So much to do, so little time?

For my birthday a few weeks ago, my lovely partner bought me a pocket watch. It’s a thing of beauty, a skeleton watch, which means you can see all of the cogs and springs working away. I’m very taken with it, and have been enjoying popping it out foppishly to check the time, winding it up a little, and putting it away. Sadly, the other morning, the winding mechanism became uncoupled, so it ran flat, and has been sent for repair.

There was a pleasing symmetry between the demise of my watch and the way things have been running at the shop of late. In the middle of last year, as a colleague left, we made the decision to shorten the opening hours a little, and spread the hours out among the remaining staff. The knock-on effect was there was very little slack built into the system. As soon as the doors were open, we were busy, and everyone was having to run at close to 100% efficiency just to get everything done.

Unsurprisingly, no one can work at this level of intensity for very long, and things slowly began to come uncoupled. My time was suddenly taken up stacking shelves and dealing with the nitty-gritty of day-to-day operation, rather than the ephemeral business of tracking down new beers and wines, getting them to the shop, and persuading people to buy them.

As an aside, there’s something of a paradox here, because the better the new beer, the easier it is to sell. The staff will try it, and if they like it, boom – the case is gone. Not only do they recommend it to customers, but they also buy it themselves. It’s not great for the customers, but at least the beer goes to a loving home, albeit for only a few days. But I digress.

There must be a sweet spot in business where there is enough work for people to do, but not so much that they can’t get everything done. This was brought home to me spectacularly last week when I had a big delivery and a lot of shelf-stacking to do.

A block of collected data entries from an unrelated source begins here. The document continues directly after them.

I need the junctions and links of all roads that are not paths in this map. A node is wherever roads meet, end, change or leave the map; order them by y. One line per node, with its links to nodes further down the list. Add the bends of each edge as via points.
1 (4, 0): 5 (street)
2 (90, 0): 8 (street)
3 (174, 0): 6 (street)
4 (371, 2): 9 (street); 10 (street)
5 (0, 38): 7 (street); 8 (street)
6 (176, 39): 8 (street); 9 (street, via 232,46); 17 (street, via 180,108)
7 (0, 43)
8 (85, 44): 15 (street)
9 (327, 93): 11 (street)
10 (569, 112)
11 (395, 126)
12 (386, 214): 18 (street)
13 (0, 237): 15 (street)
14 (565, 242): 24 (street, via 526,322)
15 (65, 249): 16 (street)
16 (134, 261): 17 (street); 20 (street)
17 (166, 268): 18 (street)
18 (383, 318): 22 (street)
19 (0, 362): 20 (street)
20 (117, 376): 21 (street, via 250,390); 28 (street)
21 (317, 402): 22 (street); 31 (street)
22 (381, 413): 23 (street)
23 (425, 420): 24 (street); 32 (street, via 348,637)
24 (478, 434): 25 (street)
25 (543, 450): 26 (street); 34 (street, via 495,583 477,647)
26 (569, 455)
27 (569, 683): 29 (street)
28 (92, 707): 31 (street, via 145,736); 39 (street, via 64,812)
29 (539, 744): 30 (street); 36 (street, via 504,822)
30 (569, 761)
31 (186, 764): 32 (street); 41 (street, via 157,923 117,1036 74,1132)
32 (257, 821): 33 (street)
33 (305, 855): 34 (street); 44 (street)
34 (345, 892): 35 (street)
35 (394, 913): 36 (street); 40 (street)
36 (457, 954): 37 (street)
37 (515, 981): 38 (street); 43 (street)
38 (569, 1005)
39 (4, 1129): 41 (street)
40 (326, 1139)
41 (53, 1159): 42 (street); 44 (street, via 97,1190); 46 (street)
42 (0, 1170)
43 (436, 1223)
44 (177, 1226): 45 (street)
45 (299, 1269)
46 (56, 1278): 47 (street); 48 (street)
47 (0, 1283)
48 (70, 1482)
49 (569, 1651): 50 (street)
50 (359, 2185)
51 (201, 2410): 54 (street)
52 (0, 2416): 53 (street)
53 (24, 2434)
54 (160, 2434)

A year ago, we would have been opening a couple of hours earlier, giving us not only more time to deal with the delivery, but also more quiet time to get stock on to the shelves and deal with other things. This is both the boring stuff (banking and bookkeeping) and the slightly less boring (creating a Twitter account for the shop targetting everyone listed as being in Leeds, making tasting videos for the website, and dreaming up beer clubs built around my new book 500 Beers).

I quite often find myself on my feet for nine hours at a time, with perhaps a bag of chilli peanuts and a can of pop for afternoon tea. It’s stupid, it can’t go on, and it’s just not efficient. If you’re required to work at 100% efficiency, there isn’t any room for error. If you make a mistake, efficiency isn’t just reduced by a few percentage points, it grinds to near zero, as you have to stop and pick up the pieces, steady yourself and try to regain lost momentum.

Apart from anything else, it’s no damn fun at all, and I’m a firm believer that work should at least be enjoyable, if not actually fun. Part of the fun is having the time to put your feet up and say “what if we try this?”, and that’s where the good ideas come from. But you need time to discover them.